◆ YOUR ASSIGNMENT
When a line in the entries below contains the word "Gang", copy that line.

━━━ GIVEN DATA

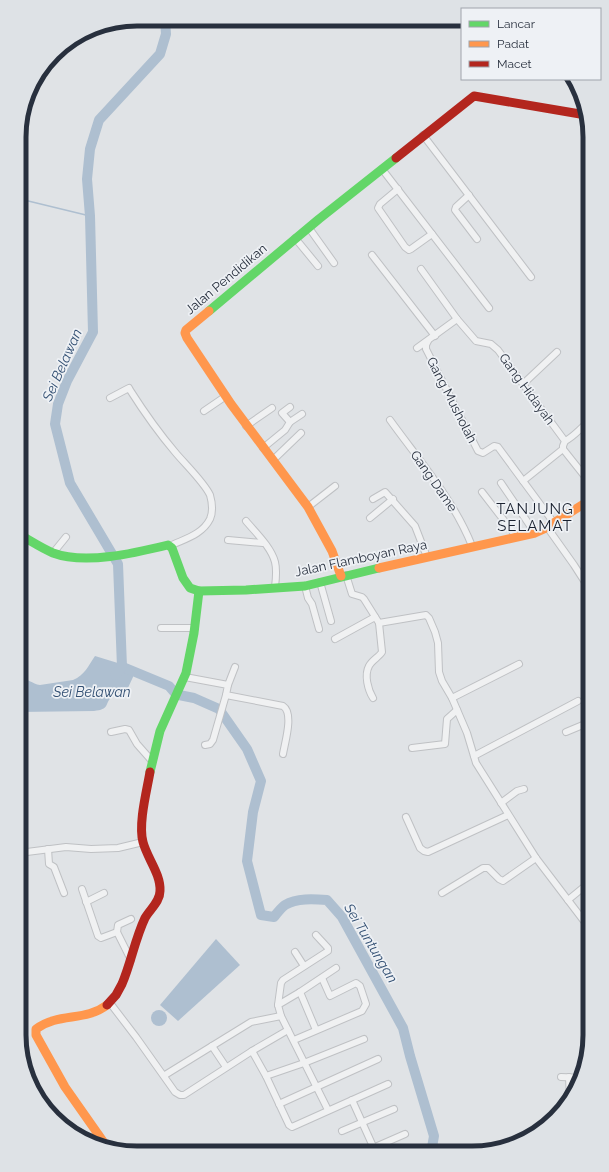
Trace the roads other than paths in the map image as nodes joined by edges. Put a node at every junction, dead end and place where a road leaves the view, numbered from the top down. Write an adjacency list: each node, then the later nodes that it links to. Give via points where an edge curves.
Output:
1 (580, 114): 2 (street, Jalan Pendidikan, via 474,96)
2 (423, 136): 3 (street, Jalan Pendidikan); 5 (street)
3 (382, 169): 4 (street); 6 (street, Jalan Pendidikan)
4 (398, 189): 7 (street); 7 (street, via 378,208 406,247 411,249)
5 (470, 195): 9 (street, via 455,210); 14 (street)
6 (309, 228): 8 (street, Jalan Pendidikan); 11 (street)
7 (432, 234): 15 (street)
8 (295, 238): 12 (street); 22 (street, Jalan Pendidikan, via 186,330 187,338)
9 (477, 239)
10 (372, 255): 17 (street)
11 (334, 262)
12 (318, 266)
13 (421, 269): 16 (street, Gang Hidayah)
14 (531, 277)
15 (489, 308)
16 (457, 319): 17 (street, Gang Musholah); 21 (street, Gang Hidayah, via 476,341 494,346)
17 (434, 336): 18 (street, Gang Musholah)
18 (428, 341): 19 (street); 38 (street, Gang Musholah, via 426,349 478,451 483,453 496,446)
19 (417, 348)
20 (557, 352): 21 (street)
21 (523, 384): 33 (street, Gang Hidayah)
22 (226, 396): 26 (street); 30 (street, Jalan Pendidikan)
23 (110, 398): 55 (street, via 129,388 156,430 210,495 211,515 207,523 195,534)
24 (290, 407): 29 (street, via 282,413)
25 (272, 408): 30 (street)
26 (204, 411)
27 (302, 414): 29 (street)
28 (390, 420): 56 (street, Gang Dame, via 453,506)
29 (290, 422): 34 (street, via 285,430)
30 (246, 426): 34 (street, Jalan Pendidikan)
31 (583, 426): 33 (street)
32 (301, 433): 36 (street)
33 (565, 441): 35 (street)
34 (263, 448): 36 (street, Jalan Pendidikan)
35 (563, 449): 37 (street); 38 (street)
36 (272, 460): 45 (street, Jalan Pendidikan)
37 (583, 475)
38 (523, 481): 48 (street, Gang Musholah)
39 (501, 482): 49 (street)
40 (335, 486): 45 (street)
41 (482, 492): 50 (street)
42 (373, 498): 43 (street, via 385,492)
43 (393, 499): 46 (street); 58 (street, via 415,526)
44 (583, 504): 48 (street, Jalan Flamboyan Raya)
45 (308, 507): 59 (street, Jalan Pendidikan)
46 (370, 518)
47 (246, 521): 54 (street)
48 (551, 525): 49 (street, Jalan Flamboyan Raya); 60 (street, Gang Musholah)
49 (535, 533): 50 (street, Jalan Flamboyan Raya)
50 (516, 536): 56 (street, Jalan Flamboyan Raya)
51 (66, 537): 57 (street)
52 (26, 538): 57 (street)
53 (228, 540): 54 (street)
54 (263, 543): 63 (street, via 276,562)
55 (170, 546): 57 (street, via 84,559); 64 (street, via 183,578 190,588)
56 (472, 546): 58 (street, Jalan Flamboyan Raya)
57 (53, 553)
58 (426, 558): 59 (street, Jalan Flamboyan Raya)
59 (344, 575): 61 (street, Jalan Flamboyan Raya); 65 (street, via 352,594 364,599)
60 (583, 579)
61 (320, 582): 62 (street, Jalan Flamboyan Raya); 66 (street)
62 (305, 586): 63 (street, Jalan Flamboyan Raya); 70 (street)
63 (275, 587): 64 (street, Jalan Flamboyan Raya)
64 (199, 591): 69 (street)
65 (375, 618): 67 (street); 71 (street)
66 (331, 621)
67 (379, 623): 77 (street, via 382,652 368,667 368,691); 78 (street, via 426,616 429,618 438,644 440,677)
68 (161, 628): 69 (street)
69 (195, 628): 74 (street)
70 (319, 629)
71 (335, 639)
72 (518, 664): 78 (street)
73 (235, 667): 75 (street)
74 (185, 677): 75 (street); 88 (street, via 157,738)
75 (228, 685): 76 (street)
76 (226, 695): 84 (street, via 212,742); 86 (street, via 283,706 287,709 288,725)
77 (373, 698)
78 (452, 698): 80 (street)
79 (578, 701): 87 (street)
80 (457, 710): 85 (street, via 448,719 446,744); 87 (street)
81 (583, 725): 83 (street)
82 (111, 732): 88 (street, via 130,730 137,744)
83 (566, 732)
84 (205, 745)
85 (412, 748)
86 (283, 754)
87 (474, 756): 90 (street, via 478,767)
88 (152, 761): 93 (street, via 143,818)
89 (524, 789): 90 (street)
90 (501, 803): 91 (street)
91 (508, 815): 92 (street, via 428,852 420,848); 96 (street)
92 (406, 818)
93 (143, 842): 94 (street, via 118,848); 109 (street, via 160,892 140,930)
94 (48, 849): 95 (street); 99 (street, via 49,864 54,867)
95 (26, 852)
96 (536, 858): 101 (street, via 503,881 488,868 483,868); 102 (street)
97 (583, 888): 102 (street)
98 (82, 889): 103 (street)
99 (64, 893)
100 (104, 893): 103 (street)
101 (442, 893)
102 (568, 900): 105 (street)
103 (86, 902): 106 (street, via 98,936 103,938)
104 (131, 919): 106 (street, via 118,925)
105 (583, 920)
106 (117, 932): 109 (street)
107 (316, 935): 110 (street, via 328,950)
108 (295, 952): 110 (street)
109 (131, 960): 114 (street, via 121,987)
110 (304, 966): 115 (street, via 280,983)
111 (336, 968): 112 (street)
112 (322, 978): 113 (street); 118 (street, via 330,996 356,983 360,986 366,1004 362,1011)
113 (300, 992): 115 (street); 118 (street)
114 (111, 1001): 126 (street); 141 (street, via 103,1009 89,1015 48,1021 36,1029 36,1035)
115 (278, 1005): 116 (street)
116 (281, 1016): 117 (street); 121 (street, via 252,1022)
117 (288, 1030): 120 (street); 122 (street)
118 (316, 1030): 120 (street)
119 (364, 1038): 124 (street)
120 (294, 1040): 124 (street)
121 (212, 1046): 125 (street); 126 (street)
122 (252, 1050): 125 (street); 127 (street)
123 (378, 1059): 132 (street)
124 (304, 1063): 127 (street); 132 (street)
125 (226, 1067): 126 (street, via 184,1095 175,1092)
126 (165, 1075)
127 (266, 1076): 135 (street)
128 (561, 1077): 129 (street)
129 (568, 1077): 130 (street); 133 (street)
130 (575, 1077)
131 (388, 1084): 134 (street)
132 (316, 1086): 135 (street); 137 (street)
133 (569, 1088)
134 (352, 1100): 137 (street); 138 (street)
135 (279, 1104): 137 (street, via 292,1127)
136 (394, 1109): 138 (street)
137 (328, 1110)
138 (362, 1123): 139 (street); 142 (street)
139 (342, 1131)
140 (405, 1134): 143 (street)
141 (95, 1136)
142 (372, 1146)
143 (382, 1146)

━━━━━━

◆ TASK ANSWER
13 (421, 269): 16 (street, Gang Hidayah)
16 (457, 319): 17 (street, Gang Musholah); 21 (street, Gang Hidayah, via 476,341 494,346)
17 (434, 336): 18 (street, Gang Musholah)
18 (428, 341): 19 (street); 38 (street, Gang Musholah, via 426,349 478,451 483,453 496,446)
21 (523, 384): 33 (street, Gang Hidayah)
28 (390, 420): 56 (street, Gang Dame, via 453,506)
38 (523, 481): 48 (street, Gang Musholah)
48 (551, 525): 49 (street, Jalan Flamboyan Raya); 60 (street, Gang Musholah)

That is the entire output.